• _TASK DESCRIPTION_
Locate each line of the material that contains "Variante", then return it.

• _RECORDS_
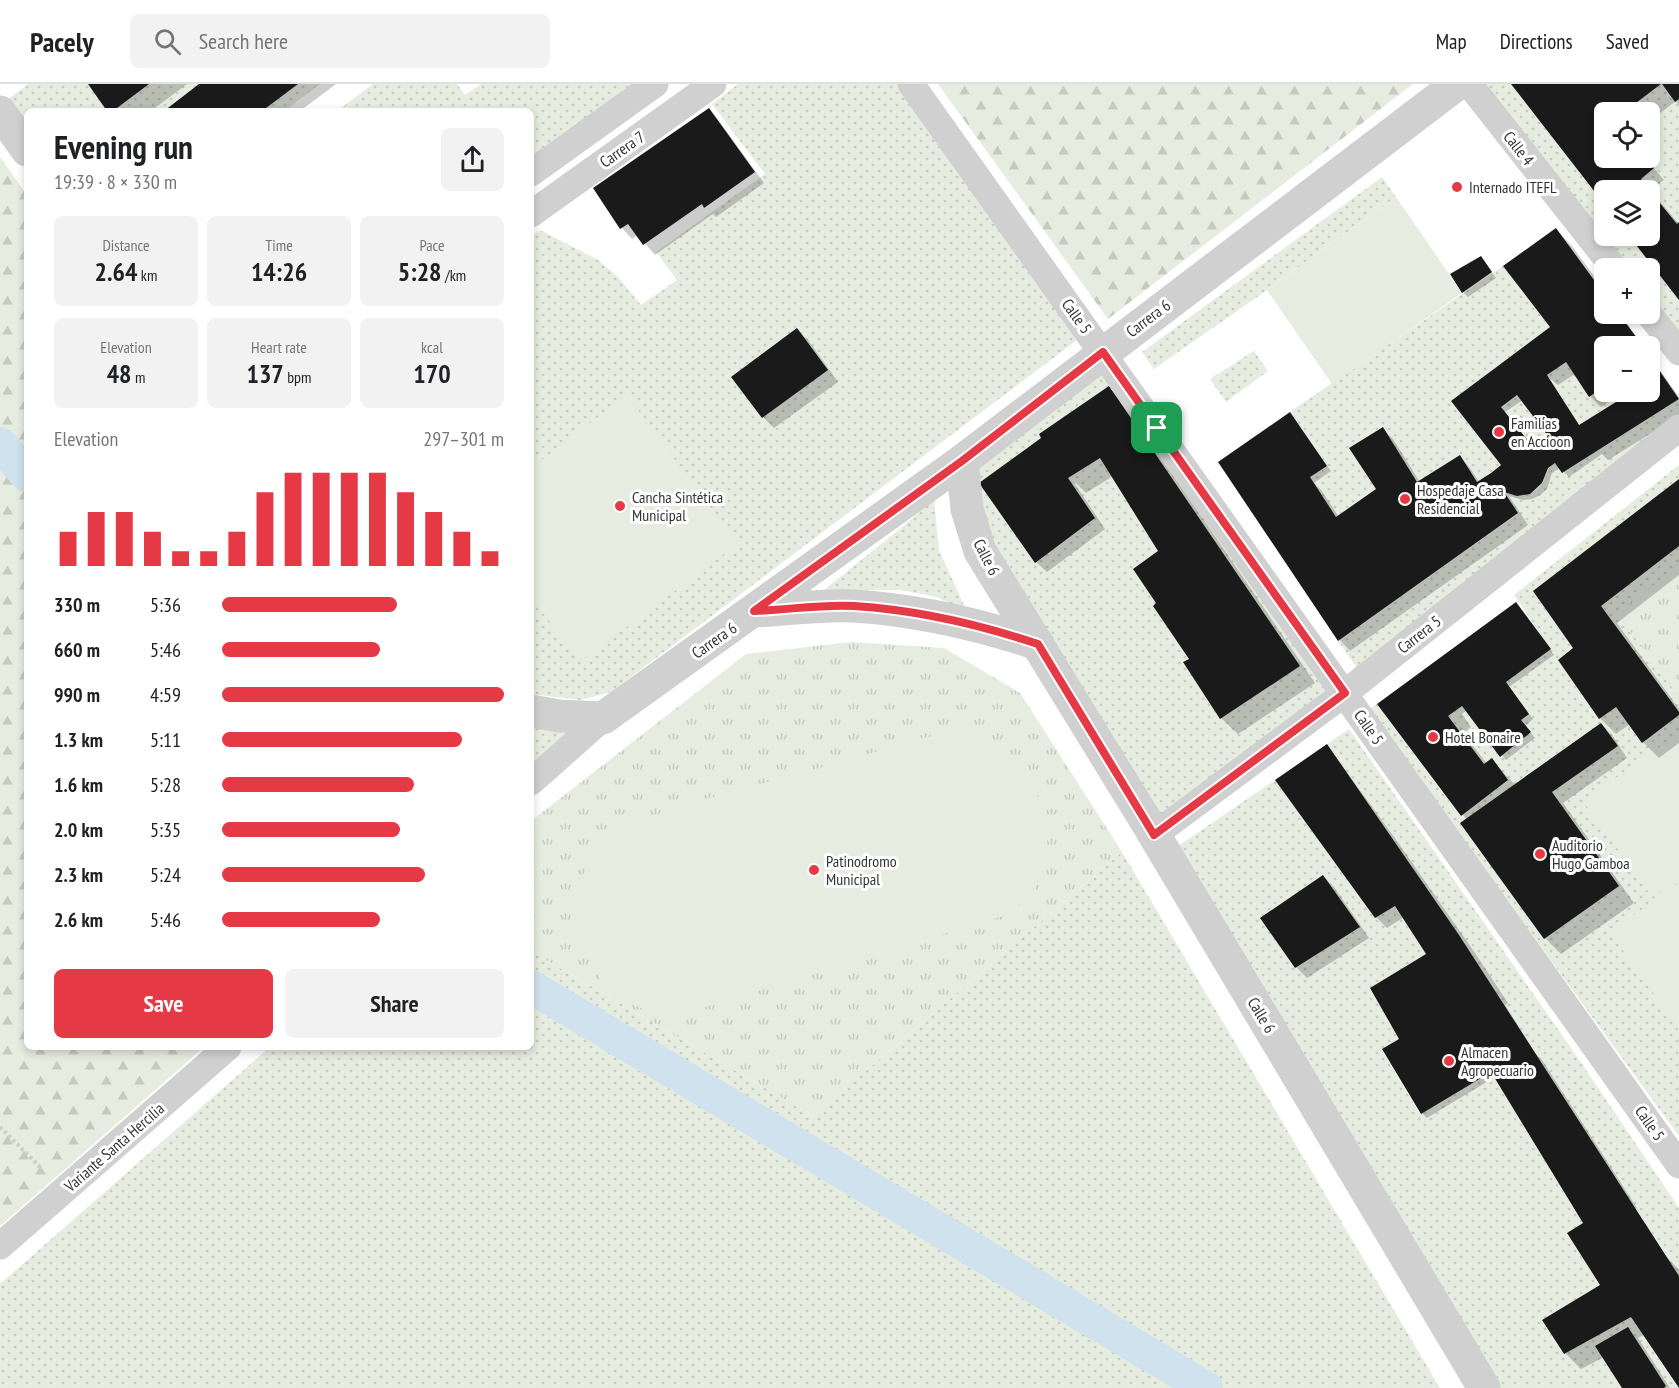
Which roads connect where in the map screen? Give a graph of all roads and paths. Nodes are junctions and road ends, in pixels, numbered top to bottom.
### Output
1 (655, 84) edge
2 (713, 84) edge
3 (911, 84) edge
4 (1457, 84) edge
5 (1469, 84) edge
6 (0, 112) edge
7 (24, 146) edge
8 (534, 171) edge
9 (534, 212) edge
10 (1606, 258) edge
11 (1657, 324) edge
12 (1103, 352) junction
13 (1679, 352) edge
14 (1679, 428) edge
15 (962, 461) junction
16 (754, 611) junction
17 (1038, 644) junction
18 (1345, 693) junction
19 (534, 712) edge
20 (603, 718) junction
21 (534, 779) edge
22 (1154, 835) junction
23 (225, 1050) edge
24 (0, 1127) edge
25 (1679, 1165) edge
26 (64, 1190) junction
27 (0, 1246) edge
28 (1484, 1388) edge

1 - 8 street, Carrera 7
2 - 9 street, Carrera 7
3 - 12 street, Calle 5
4 - 12 street, Carrera 6
5 - 10 street, Calle 4
6 - 7 street
11 - 13 street
12 - 15 street, Carrera 6
12 - 18 street, Calle 5
14 - 18 street, Carrera 5
15 - 16 street, Carrera 6
15 - 17 street, Calle 6
16 - 17 street
16 - 20 street, Carrera 6
17 - 22 street, Calle 6
18 - 22 street, Carrera 5
18 - 25 street, Calle 5
19 - 20 street
20 - 21 street
22 - 28 street, Calle 6
23 - 26 street, Variante Santa Hercilia
24 - 26 path
26 - 27 street, Variante Santa Hercilia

• _EXERCISE RESULT_
23 - 26 street, Variante Santa Hercilia
26 - 27 street, Variante Santa Hercilia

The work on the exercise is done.